> **EXERCISE BRIEF**: Check every line in the listing below for "down". Copy the ones where it occurs.

> **SUPPLIED INFORMATION**:
==============================

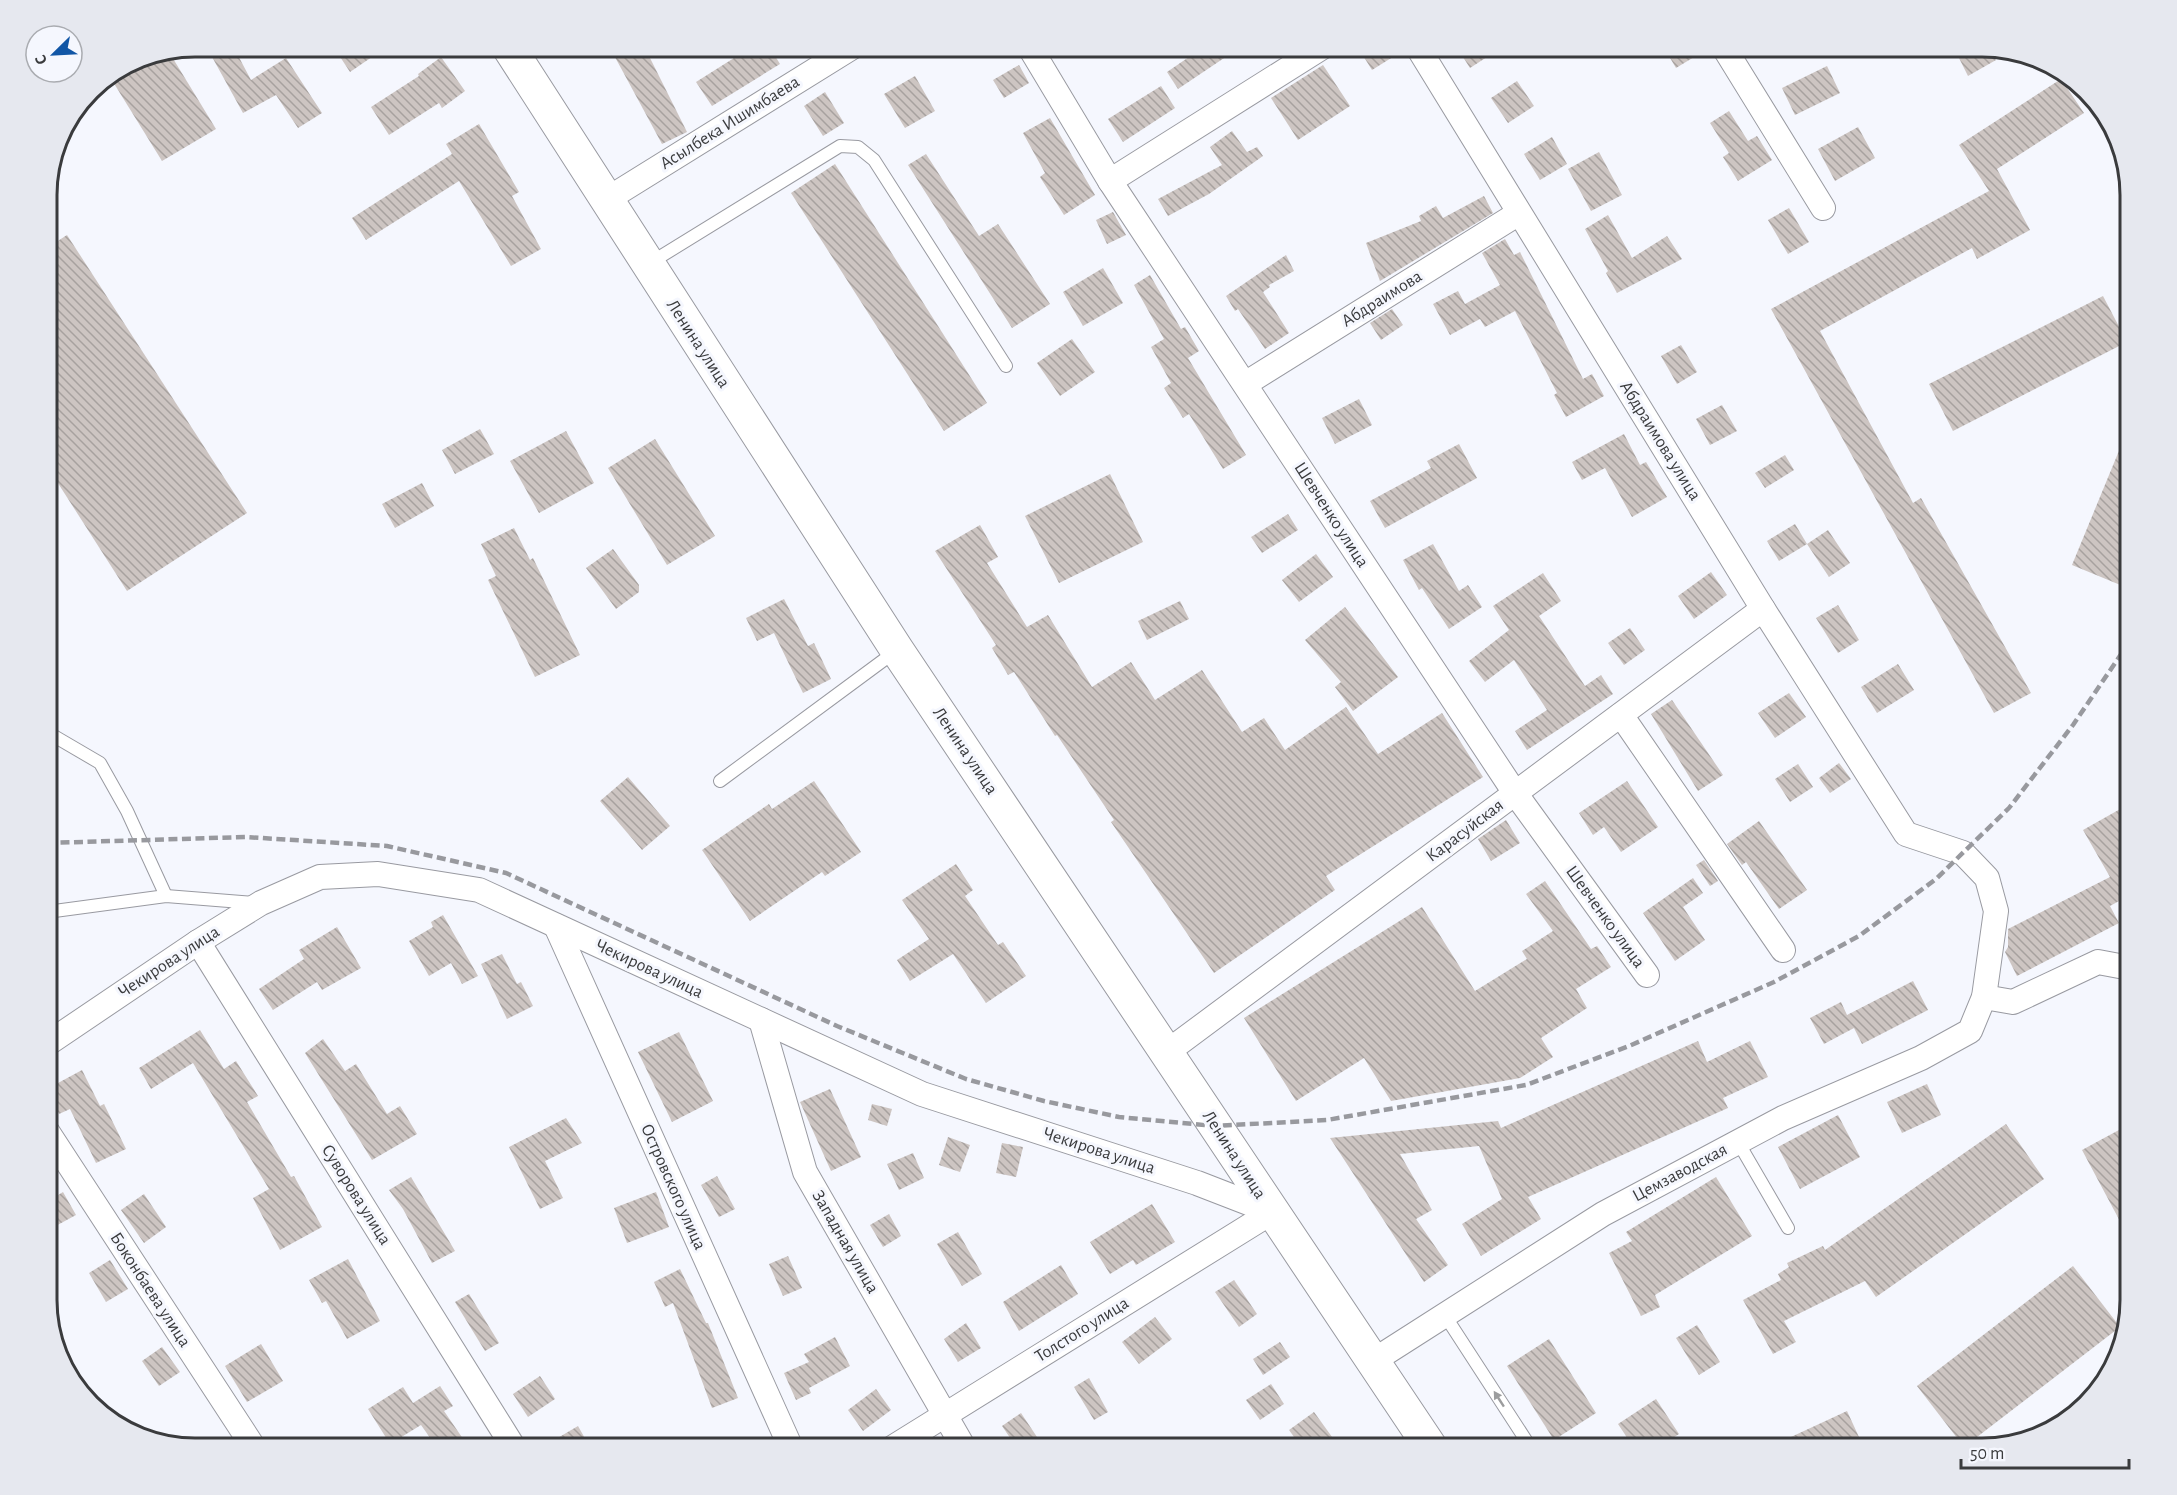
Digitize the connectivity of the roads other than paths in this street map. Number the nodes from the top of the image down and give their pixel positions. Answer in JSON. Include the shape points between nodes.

==============================

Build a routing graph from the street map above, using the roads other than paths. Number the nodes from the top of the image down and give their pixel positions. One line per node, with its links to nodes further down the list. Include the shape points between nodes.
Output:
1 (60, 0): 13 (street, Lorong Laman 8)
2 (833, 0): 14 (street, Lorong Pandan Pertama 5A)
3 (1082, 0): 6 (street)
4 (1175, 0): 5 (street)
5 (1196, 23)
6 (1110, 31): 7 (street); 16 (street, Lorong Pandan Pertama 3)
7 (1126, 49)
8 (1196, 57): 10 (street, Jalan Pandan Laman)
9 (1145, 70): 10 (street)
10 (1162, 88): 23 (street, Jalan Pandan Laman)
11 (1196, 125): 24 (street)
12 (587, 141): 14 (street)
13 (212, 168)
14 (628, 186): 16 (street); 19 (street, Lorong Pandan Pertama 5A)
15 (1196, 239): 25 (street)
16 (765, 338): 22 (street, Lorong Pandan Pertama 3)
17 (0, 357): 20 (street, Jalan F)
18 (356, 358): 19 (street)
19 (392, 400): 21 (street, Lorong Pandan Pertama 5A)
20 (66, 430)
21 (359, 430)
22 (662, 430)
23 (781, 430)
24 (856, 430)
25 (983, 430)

==============================

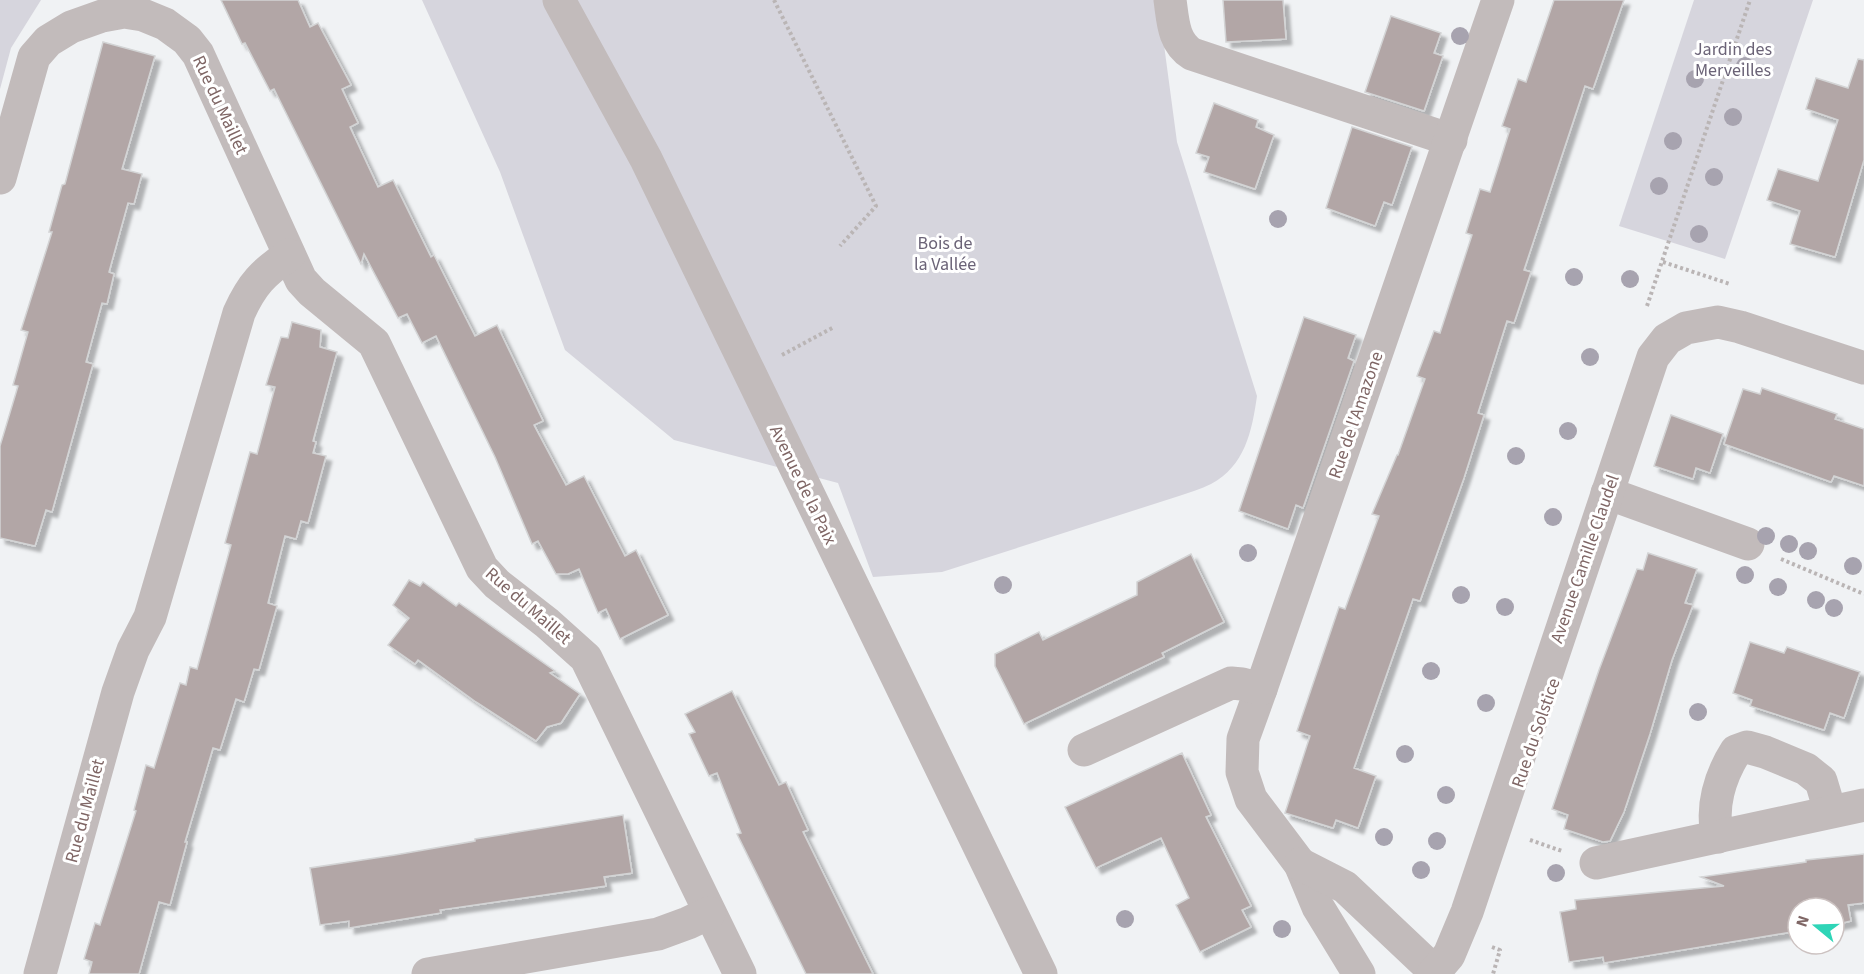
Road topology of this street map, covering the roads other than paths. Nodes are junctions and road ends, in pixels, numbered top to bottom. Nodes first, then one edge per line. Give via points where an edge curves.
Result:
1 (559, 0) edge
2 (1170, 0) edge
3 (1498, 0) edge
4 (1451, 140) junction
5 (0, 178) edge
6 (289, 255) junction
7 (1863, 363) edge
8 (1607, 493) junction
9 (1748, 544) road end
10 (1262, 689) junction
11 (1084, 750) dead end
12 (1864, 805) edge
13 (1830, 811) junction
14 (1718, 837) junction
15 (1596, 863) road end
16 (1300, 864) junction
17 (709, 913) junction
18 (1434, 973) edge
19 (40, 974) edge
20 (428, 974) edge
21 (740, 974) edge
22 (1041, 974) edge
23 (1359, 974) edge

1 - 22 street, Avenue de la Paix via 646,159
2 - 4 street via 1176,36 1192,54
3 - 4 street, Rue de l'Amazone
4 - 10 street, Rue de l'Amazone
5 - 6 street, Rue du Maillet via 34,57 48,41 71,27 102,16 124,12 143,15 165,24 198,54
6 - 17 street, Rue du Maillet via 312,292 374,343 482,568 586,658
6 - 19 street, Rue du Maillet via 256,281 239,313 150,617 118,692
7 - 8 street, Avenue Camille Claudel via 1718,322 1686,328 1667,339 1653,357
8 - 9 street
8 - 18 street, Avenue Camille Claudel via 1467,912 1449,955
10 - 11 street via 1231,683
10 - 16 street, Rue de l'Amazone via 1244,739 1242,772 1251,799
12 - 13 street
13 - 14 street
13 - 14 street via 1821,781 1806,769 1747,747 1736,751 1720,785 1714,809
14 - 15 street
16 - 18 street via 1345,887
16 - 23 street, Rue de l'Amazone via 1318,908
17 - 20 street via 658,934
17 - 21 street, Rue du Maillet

==============================

> **OUTPUT FOR THIS TASK**:
Digitize the connectivity of the roads other than paths in this street map. Number the nodes from the top of the image down and give their pixel positions. Answer in JSON. Include the shape points between nodes.
Build a routing graph from the street map above, using the roads other than paths. Number the nodes from the top of the image down and give their pixel positions. One line per node, with its links to nodes further down the list. Include the shape points between nodes.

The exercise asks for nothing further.